Australasian Science: Australia's authority on science since 1938

Scientists Love Work but Fear Cuts

By Stephen Luntz

A survey by Nature has found that scientists are satisfied with their work but are disturbed by the way the global financial crisis (GFC) has affected research budgets.

The survey includes responses from 11,500 scientists in more than 100 countries. Two-thirds expressed satisfaction with their jobs, with this being as high as 86% in Switzerland. Australian scientists were marginally above the global average.

But salaries were viewed much less favourably, with just 36% of participants describing themselves as very or somewhat satisfied. Here again Switzerland appears to be the place to be, with 78% expressing satisfaction. Average Swiss salaries of participants were $104,000 per year, which was well above other European countries, let alone worldwide.

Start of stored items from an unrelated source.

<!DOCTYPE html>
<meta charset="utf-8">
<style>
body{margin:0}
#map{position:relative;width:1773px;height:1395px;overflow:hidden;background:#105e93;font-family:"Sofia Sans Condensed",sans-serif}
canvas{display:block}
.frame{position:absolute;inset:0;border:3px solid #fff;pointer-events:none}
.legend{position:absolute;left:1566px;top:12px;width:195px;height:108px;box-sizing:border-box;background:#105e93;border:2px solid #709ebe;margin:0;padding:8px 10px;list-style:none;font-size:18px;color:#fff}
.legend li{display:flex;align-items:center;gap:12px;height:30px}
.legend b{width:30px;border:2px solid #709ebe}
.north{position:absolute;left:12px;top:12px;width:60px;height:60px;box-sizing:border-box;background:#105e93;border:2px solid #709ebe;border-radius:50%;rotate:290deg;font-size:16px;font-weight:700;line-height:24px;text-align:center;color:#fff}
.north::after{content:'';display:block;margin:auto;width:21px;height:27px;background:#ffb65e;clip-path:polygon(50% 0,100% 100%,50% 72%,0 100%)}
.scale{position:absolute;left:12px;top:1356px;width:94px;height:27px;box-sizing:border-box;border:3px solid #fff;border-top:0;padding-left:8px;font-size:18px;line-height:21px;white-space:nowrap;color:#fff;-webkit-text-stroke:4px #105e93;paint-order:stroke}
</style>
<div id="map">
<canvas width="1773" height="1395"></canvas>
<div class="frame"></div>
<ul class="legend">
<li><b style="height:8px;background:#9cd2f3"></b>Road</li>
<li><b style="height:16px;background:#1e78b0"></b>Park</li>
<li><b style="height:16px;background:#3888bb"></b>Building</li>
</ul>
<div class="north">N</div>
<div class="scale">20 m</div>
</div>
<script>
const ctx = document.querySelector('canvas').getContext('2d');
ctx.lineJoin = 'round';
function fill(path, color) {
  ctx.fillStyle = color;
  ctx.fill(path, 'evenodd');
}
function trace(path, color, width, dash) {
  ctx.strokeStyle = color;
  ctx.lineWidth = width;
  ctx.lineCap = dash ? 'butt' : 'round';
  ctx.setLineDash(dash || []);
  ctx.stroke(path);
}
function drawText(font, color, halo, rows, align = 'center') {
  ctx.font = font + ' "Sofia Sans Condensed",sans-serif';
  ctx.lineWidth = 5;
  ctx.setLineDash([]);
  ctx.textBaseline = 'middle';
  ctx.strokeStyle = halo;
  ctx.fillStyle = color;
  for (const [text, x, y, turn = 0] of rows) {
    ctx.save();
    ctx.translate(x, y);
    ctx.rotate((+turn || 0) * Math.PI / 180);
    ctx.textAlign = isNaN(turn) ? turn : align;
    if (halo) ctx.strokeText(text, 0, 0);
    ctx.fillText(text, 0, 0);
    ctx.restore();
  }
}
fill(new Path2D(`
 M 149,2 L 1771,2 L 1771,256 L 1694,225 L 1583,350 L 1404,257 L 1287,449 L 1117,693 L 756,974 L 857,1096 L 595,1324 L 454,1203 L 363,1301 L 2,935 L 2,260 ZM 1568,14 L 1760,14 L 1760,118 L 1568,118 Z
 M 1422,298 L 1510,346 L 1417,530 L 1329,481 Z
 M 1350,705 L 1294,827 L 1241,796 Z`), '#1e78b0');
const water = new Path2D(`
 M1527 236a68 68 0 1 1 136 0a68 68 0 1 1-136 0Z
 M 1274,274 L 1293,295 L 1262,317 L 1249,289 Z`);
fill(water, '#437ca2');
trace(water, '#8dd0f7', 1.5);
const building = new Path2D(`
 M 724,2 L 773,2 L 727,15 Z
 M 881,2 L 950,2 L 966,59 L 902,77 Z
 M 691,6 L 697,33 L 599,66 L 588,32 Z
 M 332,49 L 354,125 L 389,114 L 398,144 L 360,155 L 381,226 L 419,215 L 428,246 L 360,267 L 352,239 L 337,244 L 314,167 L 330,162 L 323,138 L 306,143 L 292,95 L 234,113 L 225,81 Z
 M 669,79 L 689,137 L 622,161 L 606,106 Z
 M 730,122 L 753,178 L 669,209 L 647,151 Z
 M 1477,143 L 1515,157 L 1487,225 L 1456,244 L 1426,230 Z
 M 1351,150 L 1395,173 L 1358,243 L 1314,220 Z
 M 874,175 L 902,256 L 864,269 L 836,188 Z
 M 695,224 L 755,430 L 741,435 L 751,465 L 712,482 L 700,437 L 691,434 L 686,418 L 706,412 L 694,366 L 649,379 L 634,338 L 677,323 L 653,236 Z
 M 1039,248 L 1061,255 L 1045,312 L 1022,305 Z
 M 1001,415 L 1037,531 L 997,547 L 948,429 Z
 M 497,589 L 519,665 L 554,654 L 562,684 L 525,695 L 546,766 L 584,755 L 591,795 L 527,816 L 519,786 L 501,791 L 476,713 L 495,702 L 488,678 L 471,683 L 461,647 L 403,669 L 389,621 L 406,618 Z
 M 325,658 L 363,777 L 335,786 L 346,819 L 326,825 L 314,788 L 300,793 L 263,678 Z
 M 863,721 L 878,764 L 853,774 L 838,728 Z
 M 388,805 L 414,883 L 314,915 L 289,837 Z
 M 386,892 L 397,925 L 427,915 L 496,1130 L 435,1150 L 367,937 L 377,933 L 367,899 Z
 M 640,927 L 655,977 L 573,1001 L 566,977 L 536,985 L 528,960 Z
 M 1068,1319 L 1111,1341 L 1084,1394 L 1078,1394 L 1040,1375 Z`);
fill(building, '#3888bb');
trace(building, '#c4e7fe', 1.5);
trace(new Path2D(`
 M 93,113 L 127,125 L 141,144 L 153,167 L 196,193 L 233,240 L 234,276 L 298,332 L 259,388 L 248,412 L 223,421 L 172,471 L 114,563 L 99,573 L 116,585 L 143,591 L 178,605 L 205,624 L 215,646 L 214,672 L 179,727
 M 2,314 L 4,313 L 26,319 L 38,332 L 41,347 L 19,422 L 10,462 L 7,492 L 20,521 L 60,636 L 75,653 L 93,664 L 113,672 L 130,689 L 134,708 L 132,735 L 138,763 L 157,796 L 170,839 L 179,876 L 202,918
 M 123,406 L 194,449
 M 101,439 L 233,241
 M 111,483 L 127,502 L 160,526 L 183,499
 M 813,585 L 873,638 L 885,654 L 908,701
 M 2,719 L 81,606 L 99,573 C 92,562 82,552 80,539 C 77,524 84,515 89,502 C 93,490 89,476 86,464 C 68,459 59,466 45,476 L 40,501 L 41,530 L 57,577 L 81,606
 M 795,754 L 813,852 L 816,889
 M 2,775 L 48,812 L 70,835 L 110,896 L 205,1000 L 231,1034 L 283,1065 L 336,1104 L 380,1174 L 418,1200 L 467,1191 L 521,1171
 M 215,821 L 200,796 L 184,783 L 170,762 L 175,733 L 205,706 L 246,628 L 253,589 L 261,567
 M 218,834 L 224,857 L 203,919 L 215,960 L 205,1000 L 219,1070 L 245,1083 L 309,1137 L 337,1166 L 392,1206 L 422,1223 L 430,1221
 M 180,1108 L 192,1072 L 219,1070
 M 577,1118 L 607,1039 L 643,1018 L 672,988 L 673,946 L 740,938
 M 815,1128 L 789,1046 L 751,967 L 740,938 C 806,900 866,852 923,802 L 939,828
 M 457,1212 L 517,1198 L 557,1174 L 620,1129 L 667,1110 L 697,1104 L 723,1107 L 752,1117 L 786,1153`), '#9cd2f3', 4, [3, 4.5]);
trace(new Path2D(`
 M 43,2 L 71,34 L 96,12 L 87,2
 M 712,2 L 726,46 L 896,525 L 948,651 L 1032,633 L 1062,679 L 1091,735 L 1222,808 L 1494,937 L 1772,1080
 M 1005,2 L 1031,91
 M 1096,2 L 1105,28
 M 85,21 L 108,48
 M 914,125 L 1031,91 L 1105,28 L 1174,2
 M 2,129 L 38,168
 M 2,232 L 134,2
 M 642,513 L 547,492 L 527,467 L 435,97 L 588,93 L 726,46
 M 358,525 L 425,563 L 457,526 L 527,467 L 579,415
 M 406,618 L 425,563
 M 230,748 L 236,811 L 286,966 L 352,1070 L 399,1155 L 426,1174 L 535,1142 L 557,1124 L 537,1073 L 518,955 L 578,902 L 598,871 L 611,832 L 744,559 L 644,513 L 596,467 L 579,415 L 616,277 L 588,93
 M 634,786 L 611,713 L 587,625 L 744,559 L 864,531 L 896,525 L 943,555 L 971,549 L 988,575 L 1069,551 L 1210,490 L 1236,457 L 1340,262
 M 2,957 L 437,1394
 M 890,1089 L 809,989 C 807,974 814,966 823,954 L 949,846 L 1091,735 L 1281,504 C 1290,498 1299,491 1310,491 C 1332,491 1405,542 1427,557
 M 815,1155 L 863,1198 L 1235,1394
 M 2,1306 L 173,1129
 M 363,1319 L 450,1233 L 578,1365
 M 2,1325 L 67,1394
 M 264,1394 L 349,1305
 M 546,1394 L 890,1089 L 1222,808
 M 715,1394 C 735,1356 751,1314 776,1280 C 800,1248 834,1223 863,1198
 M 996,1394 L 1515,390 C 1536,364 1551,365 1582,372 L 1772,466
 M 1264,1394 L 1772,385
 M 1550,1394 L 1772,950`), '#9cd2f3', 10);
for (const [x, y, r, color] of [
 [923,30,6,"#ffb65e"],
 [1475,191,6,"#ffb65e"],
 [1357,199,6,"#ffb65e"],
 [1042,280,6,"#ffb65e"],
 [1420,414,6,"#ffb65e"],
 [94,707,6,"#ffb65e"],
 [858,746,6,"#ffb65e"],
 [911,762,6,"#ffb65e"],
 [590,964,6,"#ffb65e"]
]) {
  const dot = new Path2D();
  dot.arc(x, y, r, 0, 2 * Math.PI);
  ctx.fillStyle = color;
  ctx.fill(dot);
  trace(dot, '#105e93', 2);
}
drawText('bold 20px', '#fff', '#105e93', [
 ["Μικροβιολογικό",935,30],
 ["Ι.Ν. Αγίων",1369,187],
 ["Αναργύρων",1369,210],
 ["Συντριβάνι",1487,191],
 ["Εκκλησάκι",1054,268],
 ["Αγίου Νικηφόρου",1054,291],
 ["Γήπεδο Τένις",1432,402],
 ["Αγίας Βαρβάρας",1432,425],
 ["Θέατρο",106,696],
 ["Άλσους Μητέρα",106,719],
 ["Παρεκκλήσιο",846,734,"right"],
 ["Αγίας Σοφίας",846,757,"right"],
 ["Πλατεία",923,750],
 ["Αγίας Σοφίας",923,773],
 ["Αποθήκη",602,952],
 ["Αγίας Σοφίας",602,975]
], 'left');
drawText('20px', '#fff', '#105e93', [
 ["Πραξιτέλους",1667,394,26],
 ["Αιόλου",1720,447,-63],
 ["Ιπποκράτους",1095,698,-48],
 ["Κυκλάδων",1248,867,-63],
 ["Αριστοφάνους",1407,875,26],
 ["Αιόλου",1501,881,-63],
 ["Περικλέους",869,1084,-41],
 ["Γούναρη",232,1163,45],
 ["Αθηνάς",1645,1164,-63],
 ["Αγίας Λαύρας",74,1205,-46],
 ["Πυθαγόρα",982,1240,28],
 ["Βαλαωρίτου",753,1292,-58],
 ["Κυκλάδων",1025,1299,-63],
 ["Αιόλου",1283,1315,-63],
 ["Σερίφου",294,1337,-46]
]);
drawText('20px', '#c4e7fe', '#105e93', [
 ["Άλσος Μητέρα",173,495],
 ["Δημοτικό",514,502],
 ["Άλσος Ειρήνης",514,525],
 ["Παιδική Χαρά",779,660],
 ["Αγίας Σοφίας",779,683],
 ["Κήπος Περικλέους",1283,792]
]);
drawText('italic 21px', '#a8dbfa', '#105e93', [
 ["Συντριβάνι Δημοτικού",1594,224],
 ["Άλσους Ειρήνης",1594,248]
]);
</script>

Australian scientists were among a small group of countries where only a little over 20% of scientists reported that the GFC affected their enjoyment of work. Spain and Portugal were at the opposite extreme, while the figure was close to 50% in the US and Japan. Women are less happy with their jobs than men, but the gap is small compared with the difference in salaries.

Science may be expanding rapidly in China and India, but satisfaction levels there were below the global average. Asian scientists were particularly likely to express frustration with the independence available to them to pursue their own research. Nevertheless, most Chinese and Indian scientists said that their job was improving.

According to one scientist quoted by Nature: “My job satisfaction is based on my intellectual freedom. There is no connection between the markets and the pursuit of my scientific interests.”

Full professors are happier with their jobs than more junior scientists, but there was little difference between postdocs and associate professors. Senior scientists were more likely to report negative effects on their work from the GFC.